● **Entries shown**:

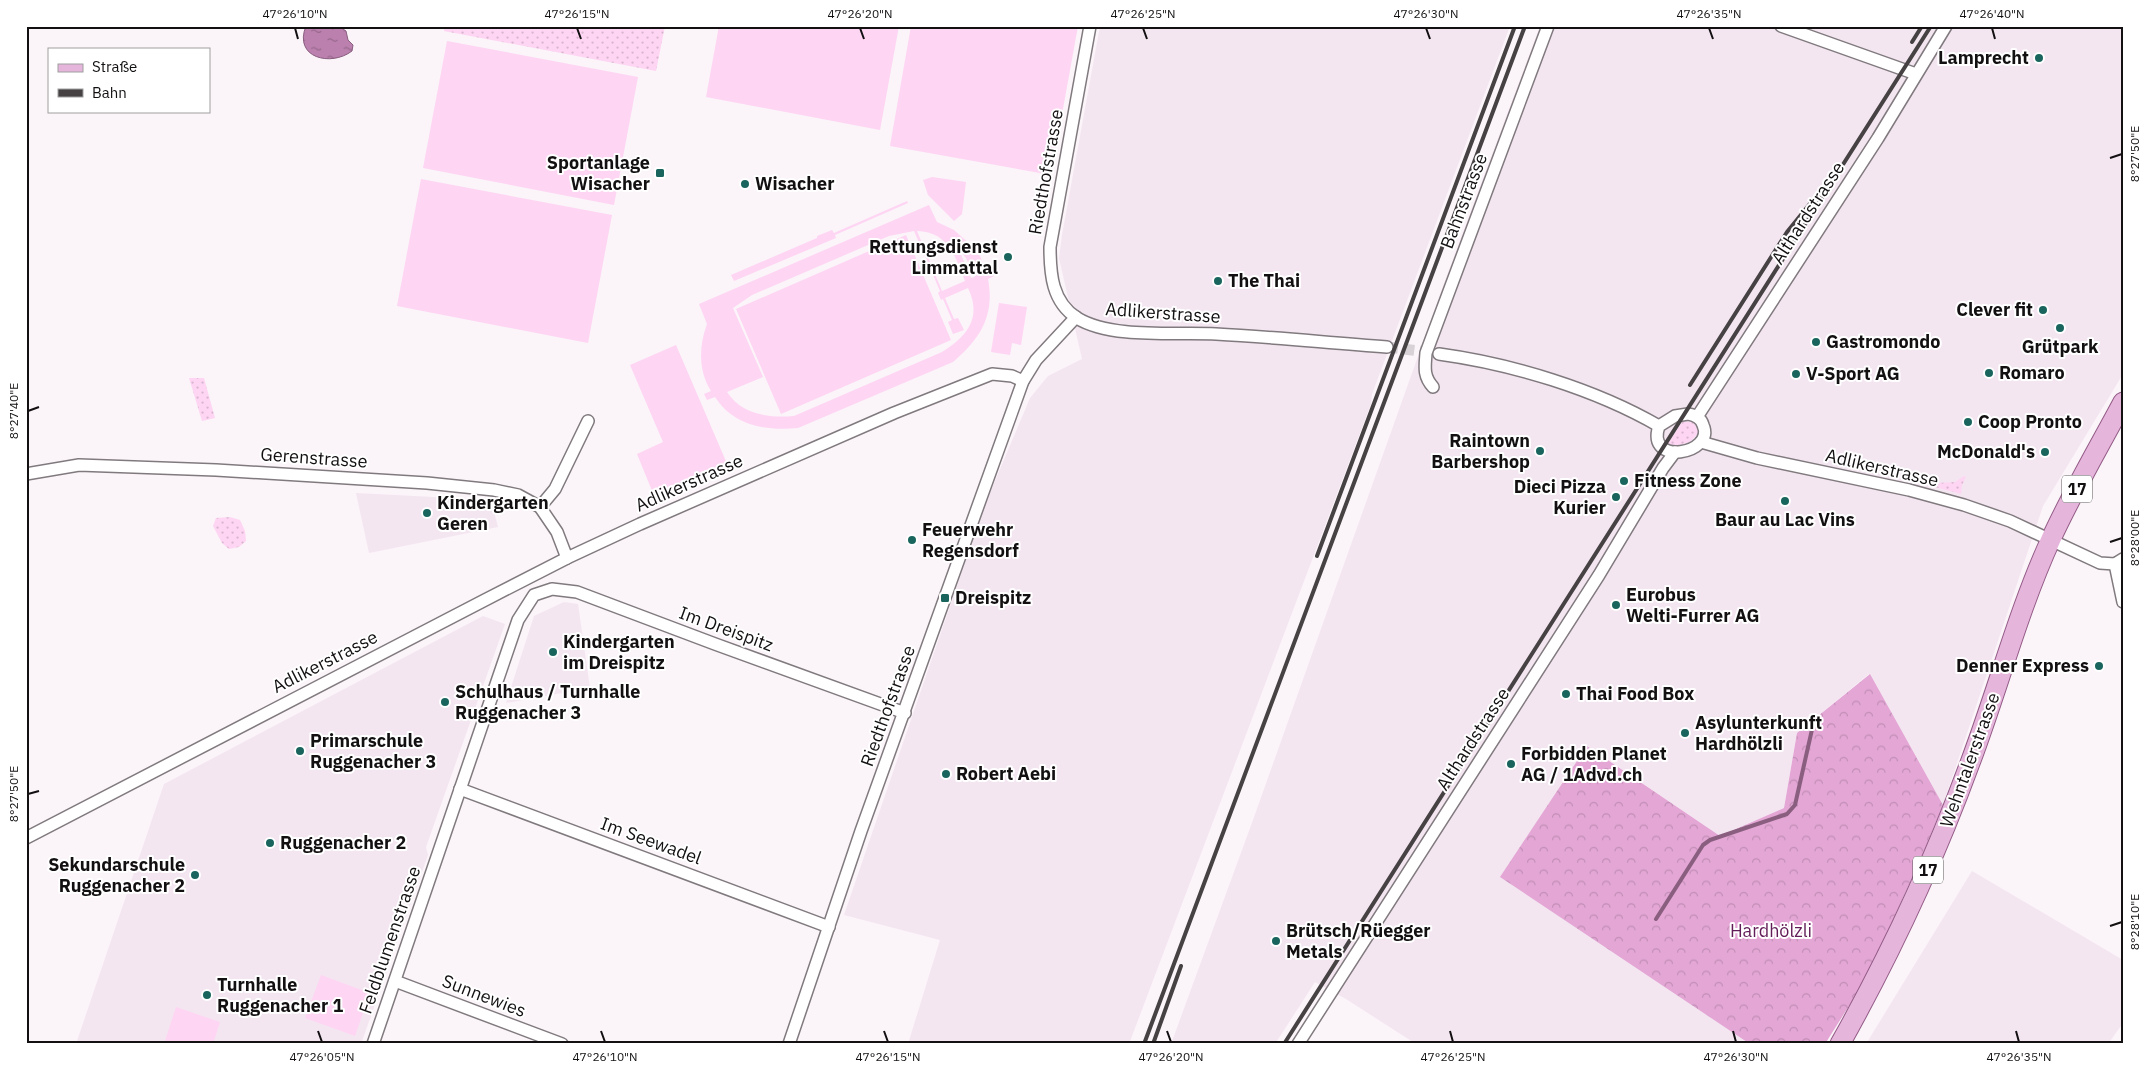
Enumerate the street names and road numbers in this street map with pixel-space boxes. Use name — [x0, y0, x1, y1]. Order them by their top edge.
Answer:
street label: Riedthofstrasse — [1023, 107, 1068, 236]
street label: Bahnstrasse — [1435, 150, 1492, 252]
street label: Althardstrasse — [1766, 157, 1849, 268]
street label: Adlikerstrasse — [1105, 297, 1222, 328]
street label: Gerenstrasse — [260, 442, 369, 473]
street label: Adlikerstrasse — [1823, 443, 1941, 492]
street label: Adlikerstrasse — [631, 449, 746, 517]
road number: 17 — [2062, 476, 2092, 502]
street label: Im Dreispitz — [676, 601, 776, 656]
street label: Adlikerstrasse — [268, 625, 382, 698]
street label: Riedthofstrasse — [855, 642, 920, 769]
street label: Althardstrasse — [1431, 683, 1514, 794]
street label: Wehntalerstrasse — [1934, 689, 2005, 830]
street label: Im Seewadel — [598, 812, 705, 869]
road number: 17 — [1913, 856, 1943, 884]
street label: Feldblumenstrasse — [353, 863, 426, 1017]
street label: Sunnewies — [439, 969, 529, 1022]

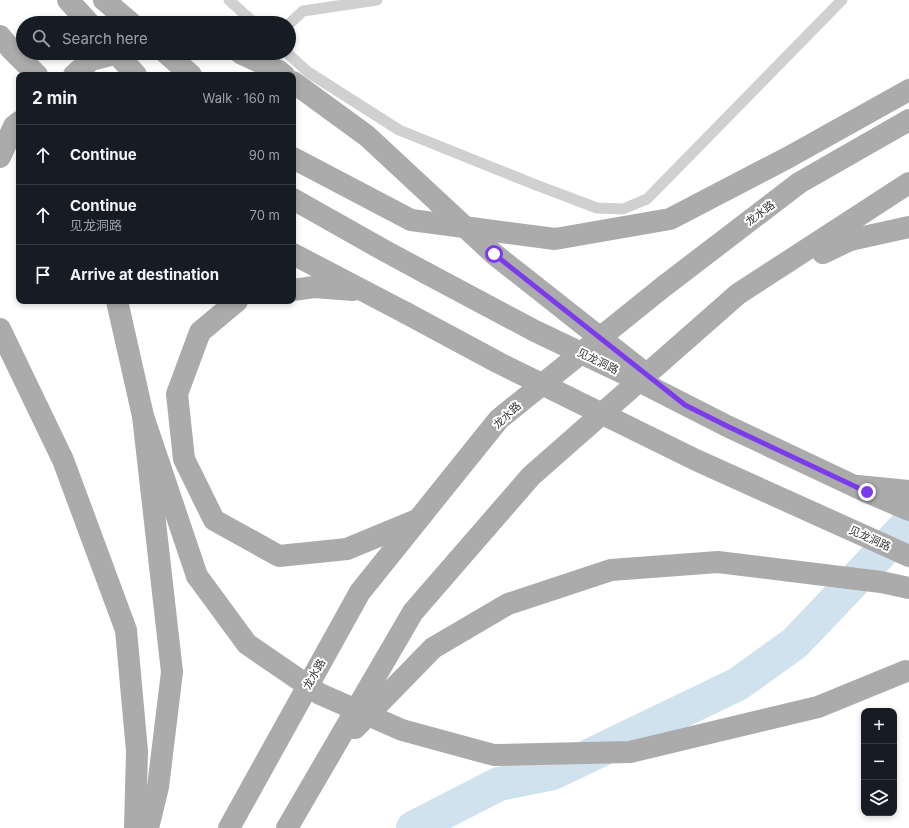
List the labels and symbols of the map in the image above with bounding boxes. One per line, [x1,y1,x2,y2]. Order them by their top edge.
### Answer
street label: 龙水路 [743,197,777,229]
route start [485,245,503,263]
street label: 见龙洞路 [575,345,621,377]
street label: 龙水路 [490,399,524,431]
route end [858,483,876,501]
street label: 见龙洞路 [847,523,893,553]
street label: 龙水路 [300,656,328,692]

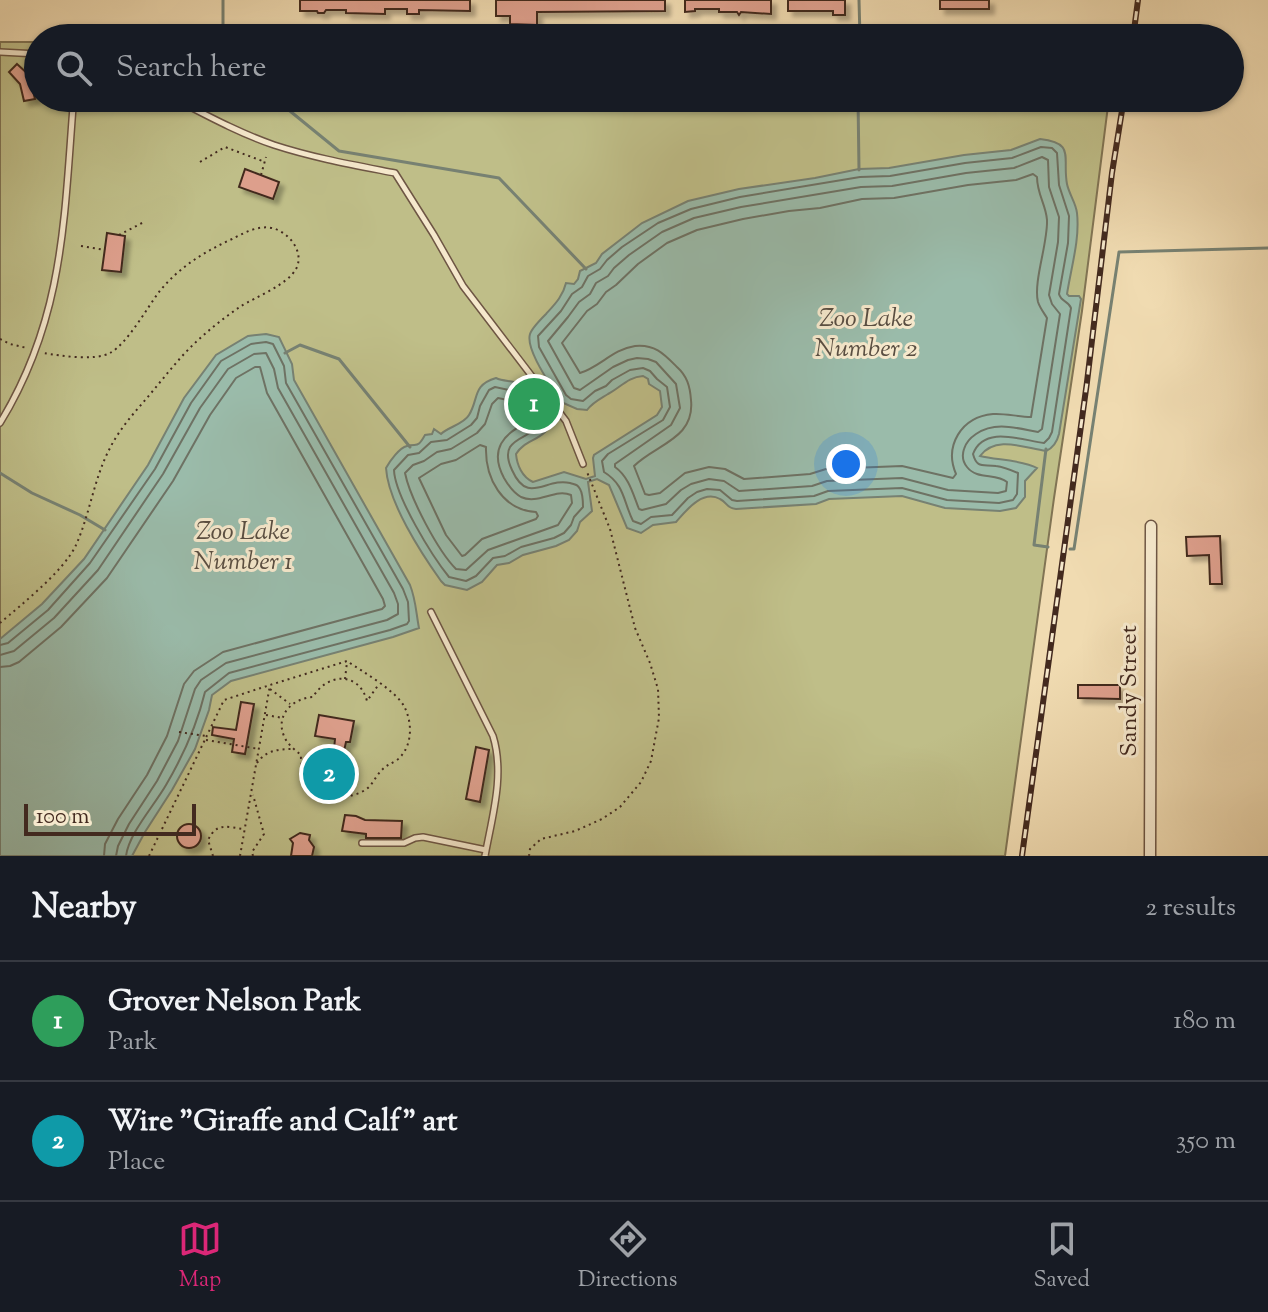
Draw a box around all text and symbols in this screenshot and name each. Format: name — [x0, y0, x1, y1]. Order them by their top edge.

● **Problem to work on**: Please copy exactly, and only, the lines from the one that contains "List the labels" through the last line of the data above, omitting all pictures.

● **Response below**:
List the labels and symbols of the map in the image above with bounding boxes. One per line, [x1,y1,x2,y2]. Order them by their top edge.
### Answer
street label: 龙水路 [743,197,777,229]
route start [485,245,503,263]
street label: 见龙洞路 [575,345,621,377]
street label: 龙水路 [490,399,524,431]
route end [858,483,876,501]
street label: 见龙洞路 [847,523,893,553]
street label: 龙水路 [300,656,328,692]

Draw a box around all text and symbols in this screenshot and name each. Format: name — [x0, y0, x1, y1]. Order them by their top edge.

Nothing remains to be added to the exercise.